Me hizo acordar a una historia que contó un profesor de guión (no me puedo contener, sí, el mismísimo Robert McKee). Sucede que tenía un gato moribundo que ya nada lo entusiasmaba. Un día se le ocurrió traerle un ratón vivo. Helo ahí al felino, patrullando su territorio hasta cazar al maldito roedor. Así lo mantuvo varias semanas y volvió a ser el mismo rey de la selva hasta que… claro, una vez perdido el interés en cazar ratones, McKee supo que la mascota había llegado al final de su vida.

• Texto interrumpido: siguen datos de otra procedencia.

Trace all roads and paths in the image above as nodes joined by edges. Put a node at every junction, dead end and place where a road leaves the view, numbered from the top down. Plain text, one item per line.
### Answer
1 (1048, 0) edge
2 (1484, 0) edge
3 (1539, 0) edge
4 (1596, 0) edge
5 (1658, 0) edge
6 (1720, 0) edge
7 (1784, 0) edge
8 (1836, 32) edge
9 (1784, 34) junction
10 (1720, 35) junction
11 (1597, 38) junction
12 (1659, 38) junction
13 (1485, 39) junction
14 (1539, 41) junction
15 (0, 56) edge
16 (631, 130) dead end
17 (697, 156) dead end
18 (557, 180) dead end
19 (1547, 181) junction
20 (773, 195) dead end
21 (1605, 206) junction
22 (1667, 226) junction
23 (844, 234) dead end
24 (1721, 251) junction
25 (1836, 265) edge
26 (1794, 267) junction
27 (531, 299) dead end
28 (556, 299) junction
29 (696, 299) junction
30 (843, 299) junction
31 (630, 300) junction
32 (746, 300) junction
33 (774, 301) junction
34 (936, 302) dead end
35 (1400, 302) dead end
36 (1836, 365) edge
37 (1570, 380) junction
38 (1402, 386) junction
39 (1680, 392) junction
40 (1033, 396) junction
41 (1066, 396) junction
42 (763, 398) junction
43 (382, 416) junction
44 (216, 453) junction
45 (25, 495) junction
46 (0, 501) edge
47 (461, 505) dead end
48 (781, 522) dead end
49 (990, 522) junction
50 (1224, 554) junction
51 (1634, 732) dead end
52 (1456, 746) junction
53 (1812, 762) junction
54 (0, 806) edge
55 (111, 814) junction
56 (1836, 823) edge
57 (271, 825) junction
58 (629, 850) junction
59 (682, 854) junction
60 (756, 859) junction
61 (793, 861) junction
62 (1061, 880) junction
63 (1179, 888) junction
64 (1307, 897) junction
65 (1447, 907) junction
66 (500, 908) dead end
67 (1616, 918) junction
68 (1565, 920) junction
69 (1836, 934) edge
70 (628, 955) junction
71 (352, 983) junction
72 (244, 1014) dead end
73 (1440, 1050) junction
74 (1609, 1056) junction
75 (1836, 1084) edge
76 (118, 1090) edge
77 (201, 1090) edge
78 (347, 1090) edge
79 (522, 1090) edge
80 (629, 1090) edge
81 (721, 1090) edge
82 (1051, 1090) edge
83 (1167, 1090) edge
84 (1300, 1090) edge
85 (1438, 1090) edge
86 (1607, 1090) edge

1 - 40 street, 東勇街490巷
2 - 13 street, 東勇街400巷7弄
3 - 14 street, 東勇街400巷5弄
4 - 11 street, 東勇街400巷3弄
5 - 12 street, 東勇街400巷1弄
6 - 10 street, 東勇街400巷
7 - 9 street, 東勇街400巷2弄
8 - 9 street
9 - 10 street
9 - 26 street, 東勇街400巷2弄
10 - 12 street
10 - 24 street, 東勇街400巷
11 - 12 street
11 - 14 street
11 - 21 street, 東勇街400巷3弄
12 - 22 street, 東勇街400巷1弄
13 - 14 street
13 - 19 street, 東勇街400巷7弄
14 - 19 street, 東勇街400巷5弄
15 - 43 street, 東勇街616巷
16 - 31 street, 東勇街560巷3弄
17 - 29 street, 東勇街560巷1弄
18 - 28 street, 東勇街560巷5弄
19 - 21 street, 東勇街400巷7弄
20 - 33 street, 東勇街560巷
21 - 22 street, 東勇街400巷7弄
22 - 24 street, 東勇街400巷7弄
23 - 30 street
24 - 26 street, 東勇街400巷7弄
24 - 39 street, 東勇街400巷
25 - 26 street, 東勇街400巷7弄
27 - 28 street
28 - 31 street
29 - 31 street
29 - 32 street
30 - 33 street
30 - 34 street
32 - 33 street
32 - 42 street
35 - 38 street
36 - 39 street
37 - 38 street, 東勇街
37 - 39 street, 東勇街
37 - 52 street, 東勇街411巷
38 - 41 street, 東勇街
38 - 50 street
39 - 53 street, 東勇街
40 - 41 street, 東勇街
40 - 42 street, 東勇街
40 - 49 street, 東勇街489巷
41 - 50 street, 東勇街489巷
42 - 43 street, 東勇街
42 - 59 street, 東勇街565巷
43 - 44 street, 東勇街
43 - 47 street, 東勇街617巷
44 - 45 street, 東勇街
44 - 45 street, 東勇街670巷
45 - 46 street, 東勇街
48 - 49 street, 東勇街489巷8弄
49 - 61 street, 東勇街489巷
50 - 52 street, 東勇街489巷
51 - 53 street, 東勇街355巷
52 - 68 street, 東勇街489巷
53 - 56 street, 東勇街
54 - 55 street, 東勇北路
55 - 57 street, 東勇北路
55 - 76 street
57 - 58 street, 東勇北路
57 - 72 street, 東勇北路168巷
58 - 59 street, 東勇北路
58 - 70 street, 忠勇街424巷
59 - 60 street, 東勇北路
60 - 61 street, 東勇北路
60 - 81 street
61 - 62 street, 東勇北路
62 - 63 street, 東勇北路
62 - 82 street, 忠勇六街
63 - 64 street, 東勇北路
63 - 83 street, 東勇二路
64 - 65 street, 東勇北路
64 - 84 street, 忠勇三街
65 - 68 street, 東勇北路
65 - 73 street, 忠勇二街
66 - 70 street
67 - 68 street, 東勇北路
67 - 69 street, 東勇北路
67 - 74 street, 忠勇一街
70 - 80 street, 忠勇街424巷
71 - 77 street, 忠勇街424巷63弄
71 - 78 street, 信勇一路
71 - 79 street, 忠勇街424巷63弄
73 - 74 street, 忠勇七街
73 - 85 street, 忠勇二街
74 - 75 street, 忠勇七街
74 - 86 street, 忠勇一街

Seguido me pregunto cuáles pueden ser algunas de las “curas” o al menos paliativos para la depresión. Pensé que sería interesante elaborar una columna sobre ponerle un “plazo fijo” a la desesperanza. Es decir, que uno se entregue por completo a la tristeza, que se le venere por así decirlo dándole su justo lugar, honrarla en vez de negarla, pero sólo por un tiempo para que no se apodere de nuestras vidas y succione nuestra vitalidad. Al final de este plazo uno tendría que ser generoso con su optimismo hasta volverlo implacable. Y sí, suena bien. Podría funcionar. Pero creo que en la práctica lo único que verdaderamente nos mantiene con ánimo y en nuestro apogeo es la caza, no la “actitud”. Nos pone a prueba y le da sentido a nuestras vidas. Lo fácil es el diagnóstico: al decaído le hace falta un ratón. Lo difícil es interpretar qué carajo significa “ratón”. ¿Estamos persiguiendo al bicho correcto?
            Supongo que para eso estamos aquí… para encontrar nuestro propio roedor que nos haga feliz.